Что им надо? Почему им непременно это надо? — думал я о революции, о сонмище порочных людей. Я вспомнил одного механика электростанции, построенной на нашей улице, можно сказать. Нашего соседа, человека не бедного, весьма симпатичного, приветливого, умного, опрятного, но оказавшегося революционером и арестованного полицией в пятом году. Что надо было ему, человеку не бедному, занимавшемуся любимым делом? Неужели он оказывался в душе порочен и ему были нужны вот этот государственный хаос и это всеобщее помрачение?
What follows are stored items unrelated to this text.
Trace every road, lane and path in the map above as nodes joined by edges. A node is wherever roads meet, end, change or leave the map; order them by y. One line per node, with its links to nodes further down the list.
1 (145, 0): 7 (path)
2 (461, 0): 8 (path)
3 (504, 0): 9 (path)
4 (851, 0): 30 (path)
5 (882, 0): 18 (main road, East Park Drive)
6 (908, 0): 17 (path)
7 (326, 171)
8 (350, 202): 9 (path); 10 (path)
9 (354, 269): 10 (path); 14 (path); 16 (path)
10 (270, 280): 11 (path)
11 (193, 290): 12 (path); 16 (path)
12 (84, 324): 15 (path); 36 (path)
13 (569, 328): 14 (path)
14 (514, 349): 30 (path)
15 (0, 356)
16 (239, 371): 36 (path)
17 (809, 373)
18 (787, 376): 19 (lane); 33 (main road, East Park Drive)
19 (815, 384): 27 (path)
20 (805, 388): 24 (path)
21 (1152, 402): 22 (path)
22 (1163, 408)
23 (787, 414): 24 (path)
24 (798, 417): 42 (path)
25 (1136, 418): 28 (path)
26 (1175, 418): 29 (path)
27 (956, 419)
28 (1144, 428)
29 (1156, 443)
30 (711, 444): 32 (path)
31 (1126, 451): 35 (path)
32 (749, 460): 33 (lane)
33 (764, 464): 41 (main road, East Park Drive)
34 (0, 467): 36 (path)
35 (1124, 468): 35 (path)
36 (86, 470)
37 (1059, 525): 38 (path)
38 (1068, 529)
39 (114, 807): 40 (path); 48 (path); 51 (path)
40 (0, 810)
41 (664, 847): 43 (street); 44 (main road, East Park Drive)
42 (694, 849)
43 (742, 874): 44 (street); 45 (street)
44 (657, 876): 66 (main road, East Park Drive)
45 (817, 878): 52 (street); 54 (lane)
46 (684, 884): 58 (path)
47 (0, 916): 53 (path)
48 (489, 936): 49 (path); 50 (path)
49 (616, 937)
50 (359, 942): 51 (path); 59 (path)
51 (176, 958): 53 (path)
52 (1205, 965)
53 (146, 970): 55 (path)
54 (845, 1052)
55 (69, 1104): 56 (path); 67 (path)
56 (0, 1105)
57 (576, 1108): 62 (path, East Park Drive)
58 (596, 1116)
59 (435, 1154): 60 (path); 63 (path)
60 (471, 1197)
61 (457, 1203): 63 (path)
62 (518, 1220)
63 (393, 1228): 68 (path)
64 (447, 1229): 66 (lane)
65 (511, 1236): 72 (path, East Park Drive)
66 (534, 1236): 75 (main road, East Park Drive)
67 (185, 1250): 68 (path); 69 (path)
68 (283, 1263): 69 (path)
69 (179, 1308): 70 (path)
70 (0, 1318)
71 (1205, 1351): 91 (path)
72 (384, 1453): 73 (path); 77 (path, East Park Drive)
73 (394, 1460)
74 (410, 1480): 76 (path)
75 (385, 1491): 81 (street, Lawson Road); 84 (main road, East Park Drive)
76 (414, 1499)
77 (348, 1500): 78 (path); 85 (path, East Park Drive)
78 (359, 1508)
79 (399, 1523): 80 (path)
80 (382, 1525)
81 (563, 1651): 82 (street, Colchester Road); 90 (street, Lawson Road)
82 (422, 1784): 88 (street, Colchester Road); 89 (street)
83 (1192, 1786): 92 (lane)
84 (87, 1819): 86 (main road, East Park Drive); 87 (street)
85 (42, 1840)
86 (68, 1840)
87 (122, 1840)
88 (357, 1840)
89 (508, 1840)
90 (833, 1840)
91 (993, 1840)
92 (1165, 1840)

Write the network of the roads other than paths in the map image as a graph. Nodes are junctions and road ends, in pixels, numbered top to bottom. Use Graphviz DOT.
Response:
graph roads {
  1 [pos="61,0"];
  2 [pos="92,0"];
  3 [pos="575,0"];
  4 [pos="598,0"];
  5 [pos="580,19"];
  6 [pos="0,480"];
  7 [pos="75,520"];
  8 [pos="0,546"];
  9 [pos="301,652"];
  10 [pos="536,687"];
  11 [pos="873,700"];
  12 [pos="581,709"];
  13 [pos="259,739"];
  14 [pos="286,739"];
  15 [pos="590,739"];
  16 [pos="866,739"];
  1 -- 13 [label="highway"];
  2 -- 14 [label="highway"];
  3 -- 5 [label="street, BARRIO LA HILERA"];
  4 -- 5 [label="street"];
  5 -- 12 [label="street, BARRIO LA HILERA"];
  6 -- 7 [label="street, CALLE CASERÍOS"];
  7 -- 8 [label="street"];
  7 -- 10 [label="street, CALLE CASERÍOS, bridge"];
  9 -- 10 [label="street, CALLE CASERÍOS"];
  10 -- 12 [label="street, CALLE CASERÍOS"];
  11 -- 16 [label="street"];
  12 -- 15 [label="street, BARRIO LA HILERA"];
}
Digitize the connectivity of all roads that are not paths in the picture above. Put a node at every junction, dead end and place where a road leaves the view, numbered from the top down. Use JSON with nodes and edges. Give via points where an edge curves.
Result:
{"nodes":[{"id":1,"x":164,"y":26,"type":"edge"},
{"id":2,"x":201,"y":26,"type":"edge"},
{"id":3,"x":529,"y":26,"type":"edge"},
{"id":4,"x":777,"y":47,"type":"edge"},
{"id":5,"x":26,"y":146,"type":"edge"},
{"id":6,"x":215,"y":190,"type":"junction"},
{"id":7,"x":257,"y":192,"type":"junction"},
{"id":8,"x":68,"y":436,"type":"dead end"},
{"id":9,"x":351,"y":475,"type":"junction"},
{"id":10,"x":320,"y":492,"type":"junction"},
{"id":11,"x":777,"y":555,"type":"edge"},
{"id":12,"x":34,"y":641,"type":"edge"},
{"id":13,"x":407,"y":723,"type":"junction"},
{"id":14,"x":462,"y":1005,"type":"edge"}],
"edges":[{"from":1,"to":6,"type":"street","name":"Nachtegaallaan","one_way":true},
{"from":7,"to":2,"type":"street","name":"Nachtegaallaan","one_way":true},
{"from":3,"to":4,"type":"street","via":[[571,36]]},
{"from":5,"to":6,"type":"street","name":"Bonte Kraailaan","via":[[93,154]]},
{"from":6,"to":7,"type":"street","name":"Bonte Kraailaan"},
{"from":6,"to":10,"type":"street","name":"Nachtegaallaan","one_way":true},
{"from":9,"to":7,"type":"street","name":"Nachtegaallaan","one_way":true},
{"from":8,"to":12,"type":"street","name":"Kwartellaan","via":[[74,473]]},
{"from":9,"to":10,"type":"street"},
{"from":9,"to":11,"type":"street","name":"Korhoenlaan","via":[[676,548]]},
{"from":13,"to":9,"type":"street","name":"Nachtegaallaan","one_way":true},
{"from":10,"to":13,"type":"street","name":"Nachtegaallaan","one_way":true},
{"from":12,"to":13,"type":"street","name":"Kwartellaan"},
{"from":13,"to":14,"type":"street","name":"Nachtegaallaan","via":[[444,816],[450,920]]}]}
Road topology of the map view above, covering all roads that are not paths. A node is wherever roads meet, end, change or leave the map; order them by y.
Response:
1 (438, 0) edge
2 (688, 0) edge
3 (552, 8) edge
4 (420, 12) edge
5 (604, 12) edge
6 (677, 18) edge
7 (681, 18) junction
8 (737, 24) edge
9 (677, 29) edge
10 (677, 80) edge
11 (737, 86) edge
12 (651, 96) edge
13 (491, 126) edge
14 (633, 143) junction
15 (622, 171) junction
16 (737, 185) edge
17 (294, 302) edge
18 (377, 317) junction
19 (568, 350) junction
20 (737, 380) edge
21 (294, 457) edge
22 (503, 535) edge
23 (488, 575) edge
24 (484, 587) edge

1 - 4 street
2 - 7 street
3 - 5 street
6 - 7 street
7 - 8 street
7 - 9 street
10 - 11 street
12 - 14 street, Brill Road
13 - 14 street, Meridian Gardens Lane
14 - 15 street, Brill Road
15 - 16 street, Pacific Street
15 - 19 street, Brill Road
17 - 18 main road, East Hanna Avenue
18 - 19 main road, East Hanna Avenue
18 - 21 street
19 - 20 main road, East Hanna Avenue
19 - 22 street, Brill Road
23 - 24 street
Я забыл, когда перечислял события нынешней зимы, упомянуть об одном ставшем совершенно обыденным случае — об убийстве молодого человека по фамилии Коровин. Обычно ни о каких убийствах новая власть не сообщала. А тут неожиданно поместила в газете некое сообщение об этом убийстве. Сообщение было смутным, таящим какую-то ложь, перекладывающую вину на какую-то контрреволюцию. Даже похороны несчастного молодого человека могли быть использованы контрреволюцией для сведения, пересказываю дословно, своих низких политических счетов с советской властью. А убили его, оказывается, революционные матросы средь бела дня на улице. Они ехали, как водится, на реквизированном авто. Что-то у авто случилось с мотором. Авто остановилось. Революционные матросы не нашли ничего иного, как схапать первого же прохожего, каковым и оказался несчастный молодой человек, и заставить его устранить неисправность. Только революция могла родить такую дикую фантазию. Ни Стенька Разин, ни Емельян Пугачев, ни какой-нибудь душегуб Кудеяр не додумались бы над своей жертвой глумиться таким изощренным способом. Ведь не заставляли они свою жертву, например, достать луну и на вопрос: «Отец родной! Да как же я ее тебе достану?» — не кричали: «А, сволочь, контра, ты не хочешь!» — и не принимались истязать ее, как то сделали революционные матросы. Вот тот симпатичный механик с электростанции, наш сосед, хотел такого? Хотел он уничтожить ни в чем не повинного человека? Хотел он, приветливо здороваясь, зачислить меня в особый список и взять заложниками всех моих родных? Хотел он уничтожить целый класс?
Вечером я спросил Ивана Филипповича, помнит ли он этого симпатичного механика.
— Как же, как же! Как же не помнить! — вскинулся Иван Филиппович. — Да никто и не поверил тогда! Нам околоточный Иван Петрович говорит: «Революционер! Целую типографию соорудил и прокламации против строя печатал!» — а мы никто не верим. Арестовали всю их компанию, человек, поди, с десяток. Выследили и нагрянули. Нелегальные они были. И слова-то такого не знал. А Иван Петрович говорит: «Эти-то, нелегальные, самые злодеи и есть! И сами они добром не живут, и людям не дают!» А о ком ты говоришь, о Сергее-то Александровиче Черепанове, так он на виду жил, в квартире при станции, а притворялся, то есть тоже, значит, нелегальный был. А что не жить? Квартира хорошая, казенная, работа хорошая, при жене, батюшку твоего Алексея Николаевича уважал. А вот поди ж ты, снелегалился! Да это что! Еще того тошнее было. Ты уже в военное училище уехал. А еще одного нелегального арестовали. Он прямо в доме начальника жандармерии по Солдатской улице жил. Эк приспособился! А все равно выследили! Да и это-то еще что! Вот кто сейчас у совето в Питере самый главный, фамилию его я не вспомню! — Иван Филиппович в азарте хлопнул себя по колену. — Самый главный из этих!